What you need to do → Where a line of the material includes the string "ขนานถนนพหลโยธ", copy that line.
####################
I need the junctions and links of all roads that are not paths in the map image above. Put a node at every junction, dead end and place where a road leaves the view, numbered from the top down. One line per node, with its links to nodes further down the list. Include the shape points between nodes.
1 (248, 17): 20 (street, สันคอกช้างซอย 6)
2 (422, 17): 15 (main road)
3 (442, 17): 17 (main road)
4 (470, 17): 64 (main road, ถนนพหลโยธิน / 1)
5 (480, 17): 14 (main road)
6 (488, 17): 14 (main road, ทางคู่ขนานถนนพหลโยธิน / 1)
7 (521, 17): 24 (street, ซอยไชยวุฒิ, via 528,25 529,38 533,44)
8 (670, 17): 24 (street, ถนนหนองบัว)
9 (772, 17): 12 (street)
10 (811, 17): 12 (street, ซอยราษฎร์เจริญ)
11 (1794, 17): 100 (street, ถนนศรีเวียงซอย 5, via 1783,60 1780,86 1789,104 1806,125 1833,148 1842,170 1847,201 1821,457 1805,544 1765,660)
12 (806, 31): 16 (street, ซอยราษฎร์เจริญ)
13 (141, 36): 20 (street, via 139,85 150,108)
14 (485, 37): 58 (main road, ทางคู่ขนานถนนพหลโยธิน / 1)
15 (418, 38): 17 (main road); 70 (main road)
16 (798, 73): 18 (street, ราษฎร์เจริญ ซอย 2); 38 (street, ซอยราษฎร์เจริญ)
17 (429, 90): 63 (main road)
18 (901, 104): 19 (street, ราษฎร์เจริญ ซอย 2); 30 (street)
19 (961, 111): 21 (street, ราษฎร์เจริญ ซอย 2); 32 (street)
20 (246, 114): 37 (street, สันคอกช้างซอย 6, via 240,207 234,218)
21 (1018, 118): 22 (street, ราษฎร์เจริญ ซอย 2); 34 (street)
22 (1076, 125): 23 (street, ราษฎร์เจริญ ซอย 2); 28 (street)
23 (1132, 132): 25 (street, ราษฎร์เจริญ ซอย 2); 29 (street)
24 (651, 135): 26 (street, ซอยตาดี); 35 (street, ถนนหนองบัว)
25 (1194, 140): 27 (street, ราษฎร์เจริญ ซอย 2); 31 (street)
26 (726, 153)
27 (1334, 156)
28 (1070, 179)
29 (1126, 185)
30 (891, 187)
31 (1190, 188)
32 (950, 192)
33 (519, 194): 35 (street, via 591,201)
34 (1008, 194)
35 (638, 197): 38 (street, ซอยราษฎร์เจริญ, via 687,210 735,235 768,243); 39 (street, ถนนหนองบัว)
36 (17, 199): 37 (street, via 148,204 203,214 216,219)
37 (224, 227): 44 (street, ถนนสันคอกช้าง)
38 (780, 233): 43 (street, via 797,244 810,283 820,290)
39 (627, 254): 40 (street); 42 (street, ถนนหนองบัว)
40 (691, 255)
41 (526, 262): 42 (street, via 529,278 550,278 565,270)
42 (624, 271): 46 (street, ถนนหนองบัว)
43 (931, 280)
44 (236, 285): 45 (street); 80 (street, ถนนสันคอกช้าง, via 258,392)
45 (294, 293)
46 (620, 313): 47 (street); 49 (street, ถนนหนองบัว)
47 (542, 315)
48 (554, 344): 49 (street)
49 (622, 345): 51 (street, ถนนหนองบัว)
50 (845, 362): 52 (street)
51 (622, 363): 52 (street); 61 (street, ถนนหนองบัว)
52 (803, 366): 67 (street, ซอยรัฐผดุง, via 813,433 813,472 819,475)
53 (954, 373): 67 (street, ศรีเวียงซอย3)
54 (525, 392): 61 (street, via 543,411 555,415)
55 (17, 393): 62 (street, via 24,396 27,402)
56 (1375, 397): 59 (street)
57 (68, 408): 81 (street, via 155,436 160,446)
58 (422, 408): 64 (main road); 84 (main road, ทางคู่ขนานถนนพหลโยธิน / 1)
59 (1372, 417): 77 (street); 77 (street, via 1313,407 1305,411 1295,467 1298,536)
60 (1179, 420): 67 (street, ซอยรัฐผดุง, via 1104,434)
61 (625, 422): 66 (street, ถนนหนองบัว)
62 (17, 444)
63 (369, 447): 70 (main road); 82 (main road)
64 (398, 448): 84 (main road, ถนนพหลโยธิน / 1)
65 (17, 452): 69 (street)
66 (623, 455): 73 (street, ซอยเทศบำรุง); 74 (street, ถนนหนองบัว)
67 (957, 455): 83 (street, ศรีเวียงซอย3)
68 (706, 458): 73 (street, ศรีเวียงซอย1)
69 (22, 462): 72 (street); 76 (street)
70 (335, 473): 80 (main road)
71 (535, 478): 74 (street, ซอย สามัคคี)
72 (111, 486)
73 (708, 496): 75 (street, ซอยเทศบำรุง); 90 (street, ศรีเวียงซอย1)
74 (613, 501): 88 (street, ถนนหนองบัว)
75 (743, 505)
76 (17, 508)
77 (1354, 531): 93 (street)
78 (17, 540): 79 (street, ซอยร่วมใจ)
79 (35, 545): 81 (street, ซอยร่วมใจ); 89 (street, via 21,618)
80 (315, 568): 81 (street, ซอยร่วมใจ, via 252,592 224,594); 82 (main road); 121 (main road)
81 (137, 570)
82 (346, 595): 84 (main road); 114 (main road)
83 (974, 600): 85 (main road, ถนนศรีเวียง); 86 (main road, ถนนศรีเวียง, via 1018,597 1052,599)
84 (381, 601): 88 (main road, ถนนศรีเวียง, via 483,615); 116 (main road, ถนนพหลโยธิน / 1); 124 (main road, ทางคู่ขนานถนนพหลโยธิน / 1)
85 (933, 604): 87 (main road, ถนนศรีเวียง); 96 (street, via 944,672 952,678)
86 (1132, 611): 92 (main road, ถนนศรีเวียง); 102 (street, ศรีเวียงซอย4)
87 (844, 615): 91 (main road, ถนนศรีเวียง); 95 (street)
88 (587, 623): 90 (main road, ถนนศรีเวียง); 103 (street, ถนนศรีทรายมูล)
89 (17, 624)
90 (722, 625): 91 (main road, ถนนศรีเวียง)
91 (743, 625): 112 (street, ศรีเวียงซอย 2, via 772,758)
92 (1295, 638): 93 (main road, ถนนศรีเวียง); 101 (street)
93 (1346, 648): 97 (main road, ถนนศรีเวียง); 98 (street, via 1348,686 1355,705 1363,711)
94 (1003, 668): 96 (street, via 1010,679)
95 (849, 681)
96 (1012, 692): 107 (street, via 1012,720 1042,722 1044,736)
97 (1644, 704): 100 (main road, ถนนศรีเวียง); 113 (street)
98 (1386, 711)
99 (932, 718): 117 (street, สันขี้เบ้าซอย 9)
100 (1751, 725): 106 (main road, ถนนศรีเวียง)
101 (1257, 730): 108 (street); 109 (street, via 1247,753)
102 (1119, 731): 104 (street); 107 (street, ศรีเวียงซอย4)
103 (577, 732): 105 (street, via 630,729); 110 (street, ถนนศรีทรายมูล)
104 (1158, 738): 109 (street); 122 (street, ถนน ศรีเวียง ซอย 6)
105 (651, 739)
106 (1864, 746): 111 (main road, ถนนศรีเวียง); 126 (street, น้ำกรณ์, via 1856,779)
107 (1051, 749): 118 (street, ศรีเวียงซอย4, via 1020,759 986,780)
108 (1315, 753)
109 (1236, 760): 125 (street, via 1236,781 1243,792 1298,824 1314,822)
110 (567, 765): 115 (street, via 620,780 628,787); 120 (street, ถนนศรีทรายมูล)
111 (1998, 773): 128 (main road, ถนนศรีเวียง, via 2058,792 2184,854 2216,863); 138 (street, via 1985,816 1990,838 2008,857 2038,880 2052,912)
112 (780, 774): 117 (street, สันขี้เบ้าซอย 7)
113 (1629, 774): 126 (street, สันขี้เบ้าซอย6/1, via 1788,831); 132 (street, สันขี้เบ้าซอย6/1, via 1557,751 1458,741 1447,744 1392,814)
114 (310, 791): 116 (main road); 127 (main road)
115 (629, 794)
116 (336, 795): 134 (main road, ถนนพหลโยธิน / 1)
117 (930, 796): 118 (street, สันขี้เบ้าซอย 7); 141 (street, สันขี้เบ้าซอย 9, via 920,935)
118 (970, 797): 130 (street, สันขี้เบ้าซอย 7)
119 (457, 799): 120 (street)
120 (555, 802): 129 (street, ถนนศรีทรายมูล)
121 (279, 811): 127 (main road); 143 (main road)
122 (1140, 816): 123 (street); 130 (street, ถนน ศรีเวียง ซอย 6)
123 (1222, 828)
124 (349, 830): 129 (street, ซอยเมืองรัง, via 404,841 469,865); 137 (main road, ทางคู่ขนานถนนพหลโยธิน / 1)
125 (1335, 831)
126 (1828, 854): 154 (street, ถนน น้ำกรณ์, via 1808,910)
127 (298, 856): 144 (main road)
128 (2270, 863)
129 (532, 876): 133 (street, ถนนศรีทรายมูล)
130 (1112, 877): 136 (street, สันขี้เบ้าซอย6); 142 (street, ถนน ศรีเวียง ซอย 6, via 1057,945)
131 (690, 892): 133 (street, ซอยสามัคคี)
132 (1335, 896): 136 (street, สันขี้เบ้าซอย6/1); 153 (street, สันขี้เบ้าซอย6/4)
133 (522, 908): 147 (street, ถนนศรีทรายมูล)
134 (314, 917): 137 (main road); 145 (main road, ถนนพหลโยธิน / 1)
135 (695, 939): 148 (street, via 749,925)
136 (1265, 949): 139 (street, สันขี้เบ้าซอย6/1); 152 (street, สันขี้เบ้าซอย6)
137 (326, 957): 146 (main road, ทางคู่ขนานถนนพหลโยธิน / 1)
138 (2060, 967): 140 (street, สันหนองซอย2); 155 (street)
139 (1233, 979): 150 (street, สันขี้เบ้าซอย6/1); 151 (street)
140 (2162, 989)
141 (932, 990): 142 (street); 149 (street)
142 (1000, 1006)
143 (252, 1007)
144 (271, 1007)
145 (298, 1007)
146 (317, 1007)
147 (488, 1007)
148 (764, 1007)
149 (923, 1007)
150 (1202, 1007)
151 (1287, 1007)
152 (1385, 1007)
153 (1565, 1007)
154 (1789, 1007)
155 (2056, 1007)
####################
Response to this exercise →
6 (488, 17): 14 (main road, ทางคู่ขนานถนนพหลโยธิน / 1)
14 (485, 37): 58 (main road, ทางคู่ขนานถนนพหลโยธิน / 1)
58 (422, 408): 64 (main road); 84 (main road, ทางคู่ขนานถนนพหลโยธิน / 1)
84 (381, 601): 88 (main road, ถนนศรีเวียง, via 483,615); 116 (main road, ถนนพหลโยธิน / 1); 124 (main road, ทางคู่ขนานถนนพหลโยธิน / 1)
124 (349, 830): 129 (street, ซอยเมืองรัง, via 404,841 469,865); 137 (main road, ทางคู่ขนานถนนพหลโยธิน / 1)
137 (326, 957): 146 (main road, ทางคู่ขนานถนนพหลโยธิน / 1)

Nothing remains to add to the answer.